She had no idea. Especially when news got out about who I’d been macking with in the Gull ’n Gulp’s parking lot.

I just hoped Mom and Dad’s business wouldn’t suffer. I mean, the real estate bubble has pretty much burst, even in resort towns like Eastport. If word gets out that the only daughter of the owners of Ellison Properties was seen consorting with Tommy Sullivan, their listings will only drop off even more.

Sleep that night was impossible, of course. The one time I really needed it, too, in order to look good for the pageant. I just couldn’t nod off. I laid there all night, unable to stop thinking about what had happened. Not even so much the part where I’d seen Sidney’s face, looking so surprised behind her steering wheel, either. But the part where I’d made out with Tommy Sullivan.

And I’d liked it.

I’d really, really liked it.

How was such a thing even possible? I mean, Tommy was just the guy against whom I’d always competed in
school for top of the class…a guy who, because of that competition, eventually became (sort of) a friend. Not a friend I’d ever told my
real
friends (such as Sidney) about. But a friend just the same.

A friend I had horribly, terribly betrayed.

And okay, he’d grown into a total hottie.

But that didn’t excuse the fact that I’d basically thrown myself at him.

And yeah, I know there’d been two people in that parking lot. But let’s face it, I’d been the only one flirting.
You need to look out, Tommy. I don’t want them to hurt you, Tommy.
And stroking his arm hair? Oh my God, I make myself sick. What is
wrong
with me?

Except that it wasn’t entirely my fault. I mean, maybe it was my fault that we’d
started
kissing. But he’s the one who kept me wanting to kiss him. He hadn’t had to kiss me so…satisfactorily. I mean, to the point that I couldn’t
stop
kissing him. That was entirely his fault. No guy should kiss a girl like that. Not unless he knows what he’s getting himself into.

Which I’m betting the full amount I owe on my Leica that Tommy didn’t.
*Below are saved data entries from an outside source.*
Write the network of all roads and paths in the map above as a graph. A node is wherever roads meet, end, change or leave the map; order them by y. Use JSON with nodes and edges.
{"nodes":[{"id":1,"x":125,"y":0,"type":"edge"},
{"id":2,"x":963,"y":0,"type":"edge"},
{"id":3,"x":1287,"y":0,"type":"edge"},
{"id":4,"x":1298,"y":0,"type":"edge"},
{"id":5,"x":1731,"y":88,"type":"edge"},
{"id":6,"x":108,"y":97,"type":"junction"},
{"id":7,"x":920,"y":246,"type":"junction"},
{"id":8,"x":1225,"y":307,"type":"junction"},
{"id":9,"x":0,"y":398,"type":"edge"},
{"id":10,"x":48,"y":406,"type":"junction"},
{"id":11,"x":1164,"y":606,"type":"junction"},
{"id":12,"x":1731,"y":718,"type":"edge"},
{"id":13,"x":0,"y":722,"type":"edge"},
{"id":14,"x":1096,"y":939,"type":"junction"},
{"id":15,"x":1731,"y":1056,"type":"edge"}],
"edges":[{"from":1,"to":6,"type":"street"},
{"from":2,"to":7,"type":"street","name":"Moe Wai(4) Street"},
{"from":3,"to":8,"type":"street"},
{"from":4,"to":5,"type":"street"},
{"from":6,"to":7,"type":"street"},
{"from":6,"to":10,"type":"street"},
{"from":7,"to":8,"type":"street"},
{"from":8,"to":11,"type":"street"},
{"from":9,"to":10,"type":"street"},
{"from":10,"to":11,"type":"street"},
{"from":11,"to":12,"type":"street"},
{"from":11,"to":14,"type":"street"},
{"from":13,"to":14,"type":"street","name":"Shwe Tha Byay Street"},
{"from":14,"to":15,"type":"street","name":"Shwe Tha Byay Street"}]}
Unless he did. Unless the reason it had seemed as if he’d practiced that kiss was because he had. Not like on another girl or a pillow, or whatever, but in his mind. Because that’s what it had seemed like. That Tommy Sullivan had kissed me like that before, only in his imagination.

But that’s crazy. Tommy Sullivan hadn’t spent the
past four years since I’d last seen him thinking of me. I will admit I have a high opinion of myself, but it’s not
that
high.

No, Tommy Sullivan was just a really, really good kisser.

And it’s a good thing the only reason he’s interested in me is because he wants to get me back for what I did to him in the eighth grade. Because if he were seriously into me, I’d be in big trouble. I mean, he’s smart, he’s hot, he knows I hate quahogs and he doesn’t hold it against me, and he follows along behind me when I ride my bike at night to make sure I get home safe…could there be a more perfect guy?

Oh my God. I can’t believe I just thought that about
Tommy Sullivan.

And what was all that stuff he’d said about me being afraid to break up with Seth because I don’t like admitting I’d made a mistake? Could any theory be more ridiculous?

And not like myself? Not like myself? I LOVE myself! I’m running for Quahog Princess, aren’t I?

Obviously, with stuff like that batting around in my head, sleep was impossible. Well, virtually. I guess I must have dozed off at some point, because when I opened my eyes again, bright sunlight was streaming through my windows…

…and Sidney van der Hoff was standing at the side of my bed, leaning over me and going, “Katie. Katie. Wake up. Wake
up
.”

I sat bolt upright, got a head rush, and flopped back down with a groan.

“God,” Sidney said, plopping down onto the bed beside me. “What is the matter with you? You look like total warmed-over quahog casserole. Is that zit cream on your face or…oh, it’s just toothpaste. God. Bathe much?”

“Sidney.” I longed to smush a pillow over my face. But I couldn’t. Because doing so wouldn’t make her go away. Or change what was about to happen. “About last night. What you saw…”

“Yeah, really,” Sidney said. She was wearing her stick-straight hair back in a white headband. She had on a freshly pressed white collared shirt, and jeans with pink sequins sewn along the pockets. On her shoulder was a pink Marc Jacobs hobo bag, and on her feet, pink flip-flops. Since this, for Sidney, was remarkably casual, I wondered where she was going. Or was this just the outfit she picked out for dumping her best friend? “I called you, like, fifty million times. Didn’t you get any of my messages?”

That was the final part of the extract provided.